From the January-February 2021 issue of News & Letters
On Jan. 13 the Minnesota ACLU hosted a seminar on “Women, Mass Incarceration and Criminal Justice” as part of a series of events, “Advancing Women’s Equality.” The moderator, Michele Goodwin, opened the meeting by noting that Lisa Montgomery was executed that day by the federal government. Despite Ms. Montgomery’s repeated attempts to get help against her torturers, the system’s failure to help her resulted in breaking her to the point that she committed a heinous crime. But that abusive history was not an issue in considering “justice” in her case.
ABUSE OF IMPRISONED WOMEN IGNORED
The seminar showcased a new movie, Belly of the Beast. It was ten years in the making, partly because most people approached about funding did not believe that its topic—sterilization of imprisoned women—was really a problem.
The director, Erika Cohn, stated that denying a right to have a family is a violation of human rights. It is done to many but is most egregious in sterilizing women of color, which has been happening since the 19th century eugenics movement.
Goodwin describes how this practice is continued today in her 2020 book Policing the Womb: Invisible Women and the Criminalization of Motherhood, documenting the increasing turn to criminalize women for miscarriages, stillbirths, and threatening the health of their pregnancies. Women in prison give birth while shackled in leg irons, in solitary confinement, and even delivering in prison toilets. She mentioned one woman charged with murder for an accidental fall down the stairs resulting in a miscarriage. Such thinking is rooted in denying humanity to a large portion of society.
As the movie shows, even today, the doctors who perform sterilization of women in prison, mostly without their knowledge or consent, justify it by saying it is a service to taxpayers, saving money that might have to be spent on welfare for Black and Latinx children later.
WOMEN PRISONERS ORGANIZE
Women in general and women in prison in particular, have organized against the assaults on them. Examples are women’s responses to the AIDS epidemic, demanding their right to basic information and human treatment (see the history of Shumate v. Wilson case in California in the 1990s.) This now continues in their fight with prison authorities’ debacle with COVID-19.
The question came up: why is men’s organizing visible and leads to reforms, and women’s does not? Cynthia Chandler, co-founder of Justice NOW, said women’s organizing has always had a larger understanding of the issue. HIV/AIDS (or COVID or sterilization) is not just about health. It touches on all aspects of life: housing, education and, especially, child custody. Viewing the problem more totally makes it hard to address through a mere reform.
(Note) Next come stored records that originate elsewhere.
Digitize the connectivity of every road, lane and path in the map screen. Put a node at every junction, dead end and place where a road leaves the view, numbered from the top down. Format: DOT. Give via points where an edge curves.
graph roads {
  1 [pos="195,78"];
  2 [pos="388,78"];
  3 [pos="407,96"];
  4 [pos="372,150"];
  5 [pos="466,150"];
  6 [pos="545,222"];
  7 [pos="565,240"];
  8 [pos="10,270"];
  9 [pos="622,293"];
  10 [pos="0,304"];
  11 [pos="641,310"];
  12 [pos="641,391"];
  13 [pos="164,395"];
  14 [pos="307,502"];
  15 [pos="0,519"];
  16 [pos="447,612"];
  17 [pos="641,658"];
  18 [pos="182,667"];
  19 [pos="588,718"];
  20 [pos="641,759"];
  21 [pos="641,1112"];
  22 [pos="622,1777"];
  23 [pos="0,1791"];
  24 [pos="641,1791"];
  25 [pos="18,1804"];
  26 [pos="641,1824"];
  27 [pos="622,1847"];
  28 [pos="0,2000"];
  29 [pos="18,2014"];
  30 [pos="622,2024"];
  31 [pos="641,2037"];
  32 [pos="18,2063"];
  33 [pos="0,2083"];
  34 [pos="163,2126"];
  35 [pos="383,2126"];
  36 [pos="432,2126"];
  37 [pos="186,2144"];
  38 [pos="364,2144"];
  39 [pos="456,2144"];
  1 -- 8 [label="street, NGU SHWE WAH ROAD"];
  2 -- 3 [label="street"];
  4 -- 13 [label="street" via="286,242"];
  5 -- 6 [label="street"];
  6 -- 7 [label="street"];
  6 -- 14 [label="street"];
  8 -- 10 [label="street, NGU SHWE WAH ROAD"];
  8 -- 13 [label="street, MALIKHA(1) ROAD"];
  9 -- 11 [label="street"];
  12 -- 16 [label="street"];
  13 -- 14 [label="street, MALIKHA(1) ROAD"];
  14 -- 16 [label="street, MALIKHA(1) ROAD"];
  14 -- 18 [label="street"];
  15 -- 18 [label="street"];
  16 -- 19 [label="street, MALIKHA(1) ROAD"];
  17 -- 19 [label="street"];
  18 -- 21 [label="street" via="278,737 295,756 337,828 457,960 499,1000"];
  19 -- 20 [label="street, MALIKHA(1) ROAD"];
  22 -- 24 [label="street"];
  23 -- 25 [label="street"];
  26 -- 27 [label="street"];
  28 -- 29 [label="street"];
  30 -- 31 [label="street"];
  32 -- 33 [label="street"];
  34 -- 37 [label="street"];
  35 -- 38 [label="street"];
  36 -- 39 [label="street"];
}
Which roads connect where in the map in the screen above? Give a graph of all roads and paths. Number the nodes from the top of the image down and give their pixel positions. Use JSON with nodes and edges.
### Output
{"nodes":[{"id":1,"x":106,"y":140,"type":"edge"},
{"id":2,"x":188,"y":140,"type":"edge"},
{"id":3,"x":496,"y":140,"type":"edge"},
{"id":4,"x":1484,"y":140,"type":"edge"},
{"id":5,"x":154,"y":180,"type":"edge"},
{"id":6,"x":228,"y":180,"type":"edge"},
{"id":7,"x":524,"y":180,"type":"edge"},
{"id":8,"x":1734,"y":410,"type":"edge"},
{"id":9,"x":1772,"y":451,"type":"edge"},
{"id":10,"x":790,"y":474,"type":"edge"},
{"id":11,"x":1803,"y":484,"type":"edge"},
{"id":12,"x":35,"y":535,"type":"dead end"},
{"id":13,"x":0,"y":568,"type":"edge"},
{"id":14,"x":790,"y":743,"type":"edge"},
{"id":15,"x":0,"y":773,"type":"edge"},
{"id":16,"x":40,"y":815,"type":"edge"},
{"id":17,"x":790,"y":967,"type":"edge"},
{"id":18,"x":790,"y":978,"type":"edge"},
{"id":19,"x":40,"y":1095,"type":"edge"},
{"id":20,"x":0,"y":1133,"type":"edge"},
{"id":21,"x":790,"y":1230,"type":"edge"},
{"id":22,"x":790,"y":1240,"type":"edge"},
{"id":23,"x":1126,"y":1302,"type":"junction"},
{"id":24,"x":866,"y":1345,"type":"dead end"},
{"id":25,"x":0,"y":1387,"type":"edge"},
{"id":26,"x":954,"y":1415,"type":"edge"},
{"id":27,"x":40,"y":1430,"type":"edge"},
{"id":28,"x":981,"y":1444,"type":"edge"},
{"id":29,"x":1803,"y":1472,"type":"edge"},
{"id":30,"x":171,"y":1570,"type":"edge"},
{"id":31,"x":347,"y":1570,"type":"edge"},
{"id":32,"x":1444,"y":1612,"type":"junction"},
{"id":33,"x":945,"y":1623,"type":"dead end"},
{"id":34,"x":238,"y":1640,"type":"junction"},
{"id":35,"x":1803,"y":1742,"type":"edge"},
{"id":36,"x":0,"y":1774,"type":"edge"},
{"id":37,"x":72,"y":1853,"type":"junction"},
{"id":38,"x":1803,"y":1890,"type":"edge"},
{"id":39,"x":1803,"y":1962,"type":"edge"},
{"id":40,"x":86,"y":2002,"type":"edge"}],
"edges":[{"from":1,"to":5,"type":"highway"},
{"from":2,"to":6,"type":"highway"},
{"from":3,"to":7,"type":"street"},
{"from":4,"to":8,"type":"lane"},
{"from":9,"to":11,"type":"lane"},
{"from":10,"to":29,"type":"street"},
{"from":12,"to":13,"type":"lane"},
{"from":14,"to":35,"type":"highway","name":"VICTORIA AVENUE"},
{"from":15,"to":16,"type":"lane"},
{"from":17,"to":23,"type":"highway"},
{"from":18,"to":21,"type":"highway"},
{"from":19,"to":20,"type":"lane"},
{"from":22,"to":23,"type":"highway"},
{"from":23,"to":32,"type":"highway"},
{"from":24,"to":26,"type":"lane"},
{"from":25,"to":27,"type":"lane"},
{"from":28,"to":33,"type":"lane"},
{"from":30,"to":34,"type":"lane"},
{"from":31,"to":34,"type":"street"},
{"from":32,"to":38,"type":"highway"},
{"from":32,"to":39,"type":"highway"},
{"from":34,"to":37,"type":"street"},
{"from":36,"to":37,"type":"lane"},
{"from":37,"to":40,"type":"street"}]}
Another reason the problem seems invisible is that those who witness it, who might want to come forward, are subject to retaliation. Women prisoners are already a captive population, but even “free” workers who witness the abuse are “discouraged” from speaking about it.
As we see over and over again, the problem with reforms is that no matter what their initial intent, they will be used to further demean and degrade those for whom they are aimed. The solution is not to make prisons more humane, but to realize a society based on caring for human beings, our shared humanity.